§ Required work
Each line of the entries that contains the word "main" adds one. Reply with the resulting number only.

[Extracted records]
———

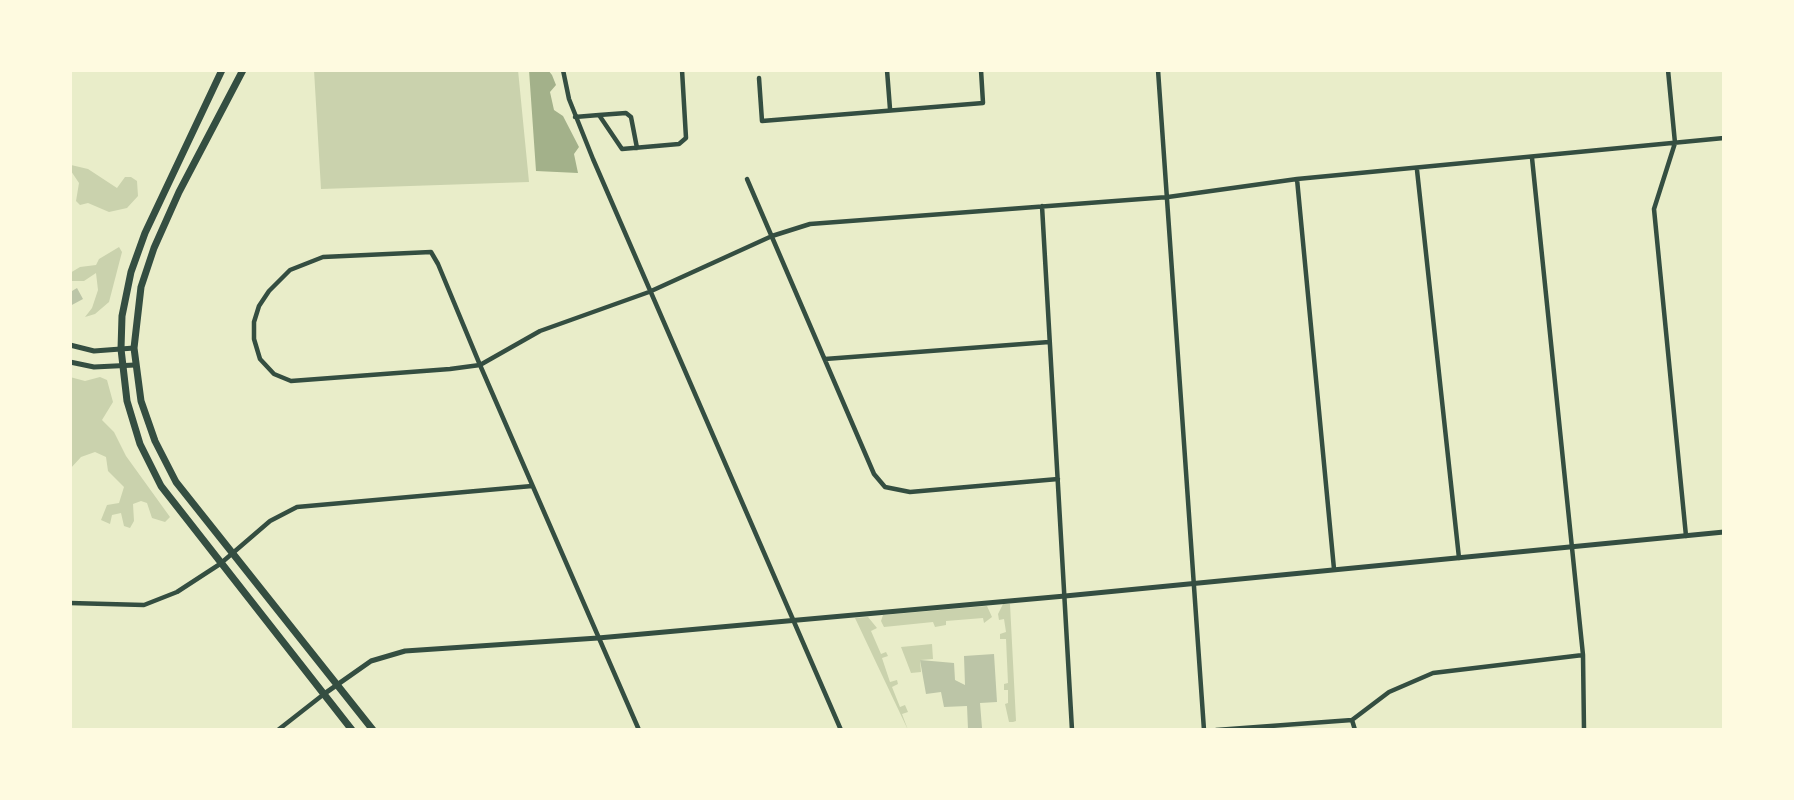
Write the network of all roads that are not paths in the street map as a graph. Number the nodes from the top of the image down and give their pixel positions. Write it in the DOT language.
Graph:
graph roads {
  1 [pos="222,70"];
  2 [pos="243,70"];
  3 [pos="563,70"];
  4 [pos="682,70"];
  5 [pos="887,70"];
  6 [pos="981,70"];
  7 [pos="1158,70"];
  8 [pos="1668,70"];
  9 [pos="759,78"];
  10 [pos="890,110"];
  11 [pos="599,115"];
  12 [pos="575,117"];
  13 [pos="1724,138"];
  14 [pos="1675,143"];
  15 [pos="637,148"];
  16 [pos="1532,158"];
  17 [pos="1417,170"];
  18 [pos="747,179"];
  19 [pos="1297,179"];
  20 [pos="1167,197"];
  21 [pos="1042,206"];
  22 [pos="772,236"];
  23 [pos="649,292"];
  24 [pos="1049,342"];
  25 [pos="70,345"];
  26 [pos="134,348"];
  27 [pos="121,349"];
  28 [pos="825,359"];
  29 [pos="70,362"];
  30 [pos="135,365"];
  31 [pos="480,365"];
  32 [pos="122,366"];
  33 [pos="1058,480"];
  34 [pos="532,486"];
  35 [pos="1724,532"];
  36 [pos="1686,536"];
  37 [pos="1572,547"];
  38 [pos="232,554"];
  39 [pos="1459,558"];
  40 [pos="220,564"];
  41 [pos="1334,569"];
  42 [pos="1195,582"];
  43 [pos="1065,596"];
  44 [pos="70,603"];
  45 [pos="793,619"];
  46 [pos="598,638"];
  47 [pos="1583,655"];
  48 [pos="337,685"];
  49 [pos="324,694"];
  50 [pos="1352,720"];
  51 [pos="278,730"];
  52 [pos="352,730"];
  53 [pos="373,730"];
  54 [pos="639,730"];
  55 [pos="841,730"];
  56 [pos="1072,730"];
  57 [pos="1203,730"];
  58 [pos="1216,730"];
  59 [pos="1355,730"];
  60 [pos="1584,730"];
  1 -- 27 [label="main road"];
  2 -- 26 [label="main road"];
  3 -- 12 [label="street"];
  4 -- 15 [label="street"];
  5 -- 10 [label="street"];
  6 -- 10 [label="street"];
  7 -- 20 [label="street"];
  8 -- 14 [label="street"];
  9 -- 10 [label="street"];
  11 -- 12 [label="street"];
  11 -- 15 [label="street"];
  11 -- 15 [label="street"];
  12 -- 23 [label="street"];
  13 -- 14 [label="street"];
  14 -- 16 [label="street"];
  14 -- 36 [label="street"];
  16 -- 17 [label="street"];
  16 -- 37 [label="street"];
  17 -- 19 [label="street"];
  17 -- 39 [label="street"];
  18 -- 22 [label="street"];
  19 -- 20 [label="street"];
  19 -- 41 [label="street"];
  20 -- 21 [label="street"];
  20 -- 42 [label="street"];
  21 -- 22 [label="street"];
  21 -- 24 [label="street"];
  22 -- 23 [label="street"];
  22 -- 28 [label="street"];
  23 -- 31 [label="street"];
  23 -- 45 [label="street"];
  24 -- 28 [label="street"];
  24 -- 33 [label="street"];
  25 -- 27 [label="street"];
  26 -- 27 [label="street"];
  26 -- 30 [label="main road"];
  27 -- 32 [label="main road"];
  28 -- 33 [label="street"];
  29 -- 32 [label="street"];
  30 -- 32 [label="street"];
  30 -- 38 [label="main road"];
  31 -- 31 [label="street"];
  31 -- 34 [label="street"];
  32 -- 40 [label="main road"];
  33 -- 43 [label="street"];
  34 -- 38 [label="street"];
  34 -- 46 [label="street"];
  35 -- 36 [label="street"];
  36 -- 37 [label="street"];
  37 -- 39 [label="street"];
  37 -- 47 [label="street"];
  38 -- 40 [label="street"];
  38 -- 48 [label="main road"];
  39 -- 41 [label="street"];
  40 -- 44 [label="street"];
  40 -- 49 [label="main road"];
  41 -- 42 [label="street"];
  42 -- 43 [label="street"];
  42 -- 57 [label="street"];
  43 -- 45 [label="street"];
  43 -- 56 [label="street"];
  45 -- 46 [label="street"];
  45 -- 55 [label="street"];
  46 -- 48 [label="street"];
  46 -- 54 [label="street"];
  47 -- 50 [label="street"];
  47 -- 60 [label="street"];
  48 -- 49 [label="street"];
  48 -- 53 [label="main road"];
  49 -- 51 [label="street"];
  49 -- 52 [label="main road"];
  50 -- 58 [label="street"];
  50 -- 59 [label="street"];
}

———

§ Output for this task
10